Use the entries below to count the lines that hold the word "currentColor"; answer with the number only.

■ **Saved entries**:
*** Begin section ***
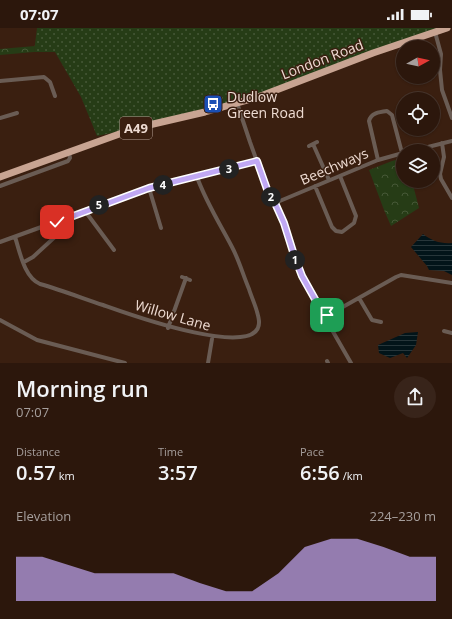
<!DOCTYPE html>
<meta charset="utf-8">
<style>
:root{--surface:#2c170c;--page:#38241a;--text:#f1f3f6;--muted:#a69f9d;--line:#48362d;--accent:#c0a8f4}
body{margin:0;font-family:"Open Sans",sans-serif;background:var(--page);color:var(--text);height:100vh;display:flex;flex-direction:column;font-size:15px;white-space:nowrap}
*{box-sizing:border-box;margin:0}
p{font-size:13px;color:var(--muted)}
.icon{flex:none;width:22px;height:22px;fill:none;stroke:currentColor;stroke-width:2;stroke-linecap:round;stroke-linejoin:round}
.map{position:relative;height:335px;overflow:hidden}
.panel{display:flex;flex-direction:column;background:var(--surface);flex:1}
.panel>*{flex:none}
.needle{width:26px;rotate:82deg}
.controls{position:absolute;left:396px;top:12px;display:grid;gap:8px}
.controls a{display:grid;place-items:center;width:44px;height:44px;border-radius:50%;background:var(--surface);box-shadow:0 1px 3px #0004,0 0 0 1px var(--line);font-size:20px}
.pin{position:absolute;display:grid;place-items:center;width:34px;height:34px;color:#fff;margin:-17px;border-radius:8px;box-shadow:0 2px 6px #0006}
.km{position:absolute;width:20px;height:20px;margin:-10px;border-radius:50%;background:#222;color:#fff;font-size:11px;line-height:20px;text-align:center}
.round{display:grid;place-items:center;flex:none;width:42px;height:42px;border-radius:21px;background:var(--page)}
.head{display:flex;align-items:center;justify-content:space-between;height:68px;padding:0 16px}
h1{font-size:22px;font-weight:600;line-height:30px}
.metrics{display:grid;grid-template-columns:repeat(3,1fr);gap:6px;height:68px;padding:4px 16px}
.metrics div{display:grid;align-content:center}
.metrics b{font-size:20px;font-weight:600}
.metrics small{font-size:11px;font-weight:400}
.metrics p{font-size:11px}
.chart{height:112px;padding:8px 16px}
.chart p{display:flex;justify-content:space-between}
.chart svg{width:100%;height:72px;margin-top:4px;fill:var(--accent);opacity:.7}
.status{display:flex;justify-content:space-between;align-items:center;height:28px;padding:0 20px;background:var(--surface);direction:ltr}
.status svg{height:11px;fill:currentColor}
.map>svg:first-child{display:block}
</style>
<div class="status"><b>07:07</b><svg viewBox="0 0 49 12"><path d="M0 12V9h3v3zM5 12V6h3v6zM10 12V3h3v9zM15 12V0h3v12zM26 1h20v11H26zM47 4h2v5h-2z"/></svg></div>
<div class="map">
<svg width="452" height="335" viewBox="0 0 452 335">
<defs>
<pattern id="grass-dots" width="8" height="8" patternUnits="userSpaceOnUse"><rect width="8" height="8" fill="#263c16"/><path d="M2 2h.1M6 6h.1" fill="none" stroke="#465837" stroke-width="1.8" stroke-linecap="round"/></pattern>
<pattern id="forest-crowns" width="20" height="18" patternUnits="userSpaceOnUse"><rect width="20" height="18" fill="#263c16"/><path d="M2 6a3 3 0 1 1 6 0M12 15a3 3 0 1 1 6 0" fill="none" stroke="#465837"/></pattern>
<pattern id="water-rules" width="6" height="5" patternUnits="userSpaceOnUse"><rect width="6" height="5" fill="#021419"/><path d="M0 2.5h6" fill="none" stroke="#27363a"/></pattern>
</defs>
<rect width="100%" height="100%" fill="#3a1f10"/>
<path fill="url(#grass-dots)" d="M37 0H440L295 56 145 98 97 108 81 69 55 24H34Z"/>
<path fill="url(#forest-crowns)" d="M35 18 34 24 0 27V21Z
M403 130V153H412L419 180 391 198 384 182 369 142 392 133Z"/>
<path fill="url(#water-rules)" d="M423 206C432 213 441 216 452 215V247L444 243 429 242 427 238 411 219Z
M418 304 416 317 407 330 403 325 390 330 379 325 378 317 405 305Z"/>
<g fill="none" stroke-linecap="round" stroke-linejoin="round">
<path stroke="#6a5c54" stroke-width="4" d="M435 4 441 26 440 42 442 62 452 90
M0 53 44 49 50 54 55 68
M237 75 250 114 268 164 275 175 284 195 294 227 301 248 351 335
M0 90 17 85
M442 115 444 129 440 146 441 151 452 170
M313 116 329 152
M309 118 317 114
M412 123 452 113
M378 132 369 93C371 85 379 84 387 83L392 87 402 125
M0 158 68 133 70 130 69 124
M315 158 332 199 336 203 342 204 354 195 356 188 340 148
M149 160 161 200
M275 175 378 132 403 125
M85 183 114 222
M15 209C20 224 24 249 40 256 61 262 82 270 103 277 123 284 262 335 259 293 258 282 252 271 249 261 243 247 239 232 232 219 220 196 206 174 197 149
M0 214 149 160 257 133
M24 234 33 229 69 196 71 192V188
M182 249 190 252
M359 270 372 292 381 294
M325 289 396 249 401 247 452 255
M0 292 37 312 125 335
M168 300 186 250
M444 303 452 305
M327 333 328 335
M208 335 212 311"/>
<path stroke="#c8a492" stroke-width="7" d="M0 149 136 100 205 84 258 69 373 25 447 0"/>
</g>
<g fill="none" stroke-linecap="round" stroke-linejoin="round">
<defs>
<path id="route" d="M57 194 149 160 257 133 268 164 275 175 284 195 294 227 302 248 325 289 327 287"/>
</defs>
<use href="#route" stroke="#fff" stroke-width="8"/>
<use href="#route" stroke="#c0a8f4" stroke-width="5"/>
</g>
<defs>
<symbol id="bus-square" viewBox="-11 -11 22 22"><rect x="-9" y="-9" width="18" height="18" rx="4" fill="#1a4fb4" stroke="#3a1f10"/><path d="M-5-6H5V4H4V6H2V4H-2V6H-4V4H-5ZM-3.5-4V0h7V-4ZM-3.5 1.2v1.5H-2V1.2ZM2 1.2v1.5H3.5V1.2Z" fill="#fff"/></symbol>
</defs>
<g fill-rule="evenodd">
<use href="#bus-square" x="202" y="65" width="22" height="22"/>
</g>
<g text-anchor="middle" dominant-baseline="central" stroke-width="3" stroke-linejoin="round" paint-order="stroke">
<rect fill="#3a1f10" stroke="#b8a398" stroke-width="1" x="120" y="89" width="32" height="22" rx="3"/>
<g font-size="13" font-weight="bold" fill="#eedbd2">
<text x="136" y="100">A49</text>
</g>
<g font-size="14" fill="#eedbd2" stroke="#3a1f10">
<text transform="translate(322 31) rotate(-21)">London Road</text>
<text transform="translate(334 138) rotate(-23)">Beechways</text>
<text transform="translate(173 287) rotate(16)">Willow Lane</text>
</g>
<g font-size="14" fill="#eedbd2" stroke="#3a1f10" text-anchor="start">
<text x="227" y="68">Dudlow<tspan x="227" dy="16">Green Road</tspan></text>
</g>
</g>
</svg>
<div class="controls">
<a><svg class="needle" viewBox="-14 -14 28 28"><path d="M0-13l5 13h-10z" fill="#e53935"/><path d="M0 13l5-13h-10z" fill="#a69f9d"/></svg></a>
<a><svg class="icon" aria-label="locate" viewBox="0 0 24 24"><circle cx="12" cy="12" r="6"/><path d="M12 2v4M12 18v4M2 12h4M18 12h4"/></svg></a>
<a><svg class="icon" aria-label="layers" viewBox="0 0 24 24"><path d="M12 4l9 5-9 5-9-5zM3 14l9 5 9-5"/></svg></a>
</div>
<div class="pin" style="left:327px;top:287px;background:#1e9e55"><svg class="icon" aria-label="arrive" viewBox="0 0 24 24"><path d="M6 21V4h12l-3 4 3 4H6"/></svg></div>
<div class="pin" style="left:57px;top:194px;background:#d93025"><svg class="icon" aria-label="check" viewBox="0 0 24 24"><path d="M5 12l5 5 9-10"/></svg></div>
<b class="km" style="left:295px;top:232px">1</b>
<b class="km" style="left:271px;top:169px">2</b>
<b class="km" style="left:229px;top:141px">3</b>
<b class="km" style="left:163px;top:157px">4</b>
<b class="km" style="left:99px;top:177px">5</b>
</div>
<section class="panel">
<div class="head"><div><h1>Morning run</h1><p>07:07</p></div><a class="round"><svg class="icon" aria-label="share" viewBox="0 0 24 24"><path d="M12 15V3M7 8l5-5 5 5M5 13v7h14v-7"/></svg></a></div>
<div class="metrics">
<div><p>Distance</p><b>0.57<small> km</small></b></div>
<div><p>Time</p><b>3:57</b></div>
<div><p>Pace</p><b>6:56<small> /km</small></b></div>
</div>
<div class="chart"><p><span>Elevation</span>224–230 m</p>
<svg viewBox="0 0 160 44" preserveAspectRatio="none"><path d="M0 44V17L10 17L20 22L30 27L40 27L50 27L60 27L70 33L80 38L90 38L100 27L110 11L120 6L130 6L140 11L150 17L160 17V44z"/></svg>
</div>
</section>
*** End section ***
■ **RESULT OF THE TASK**: 2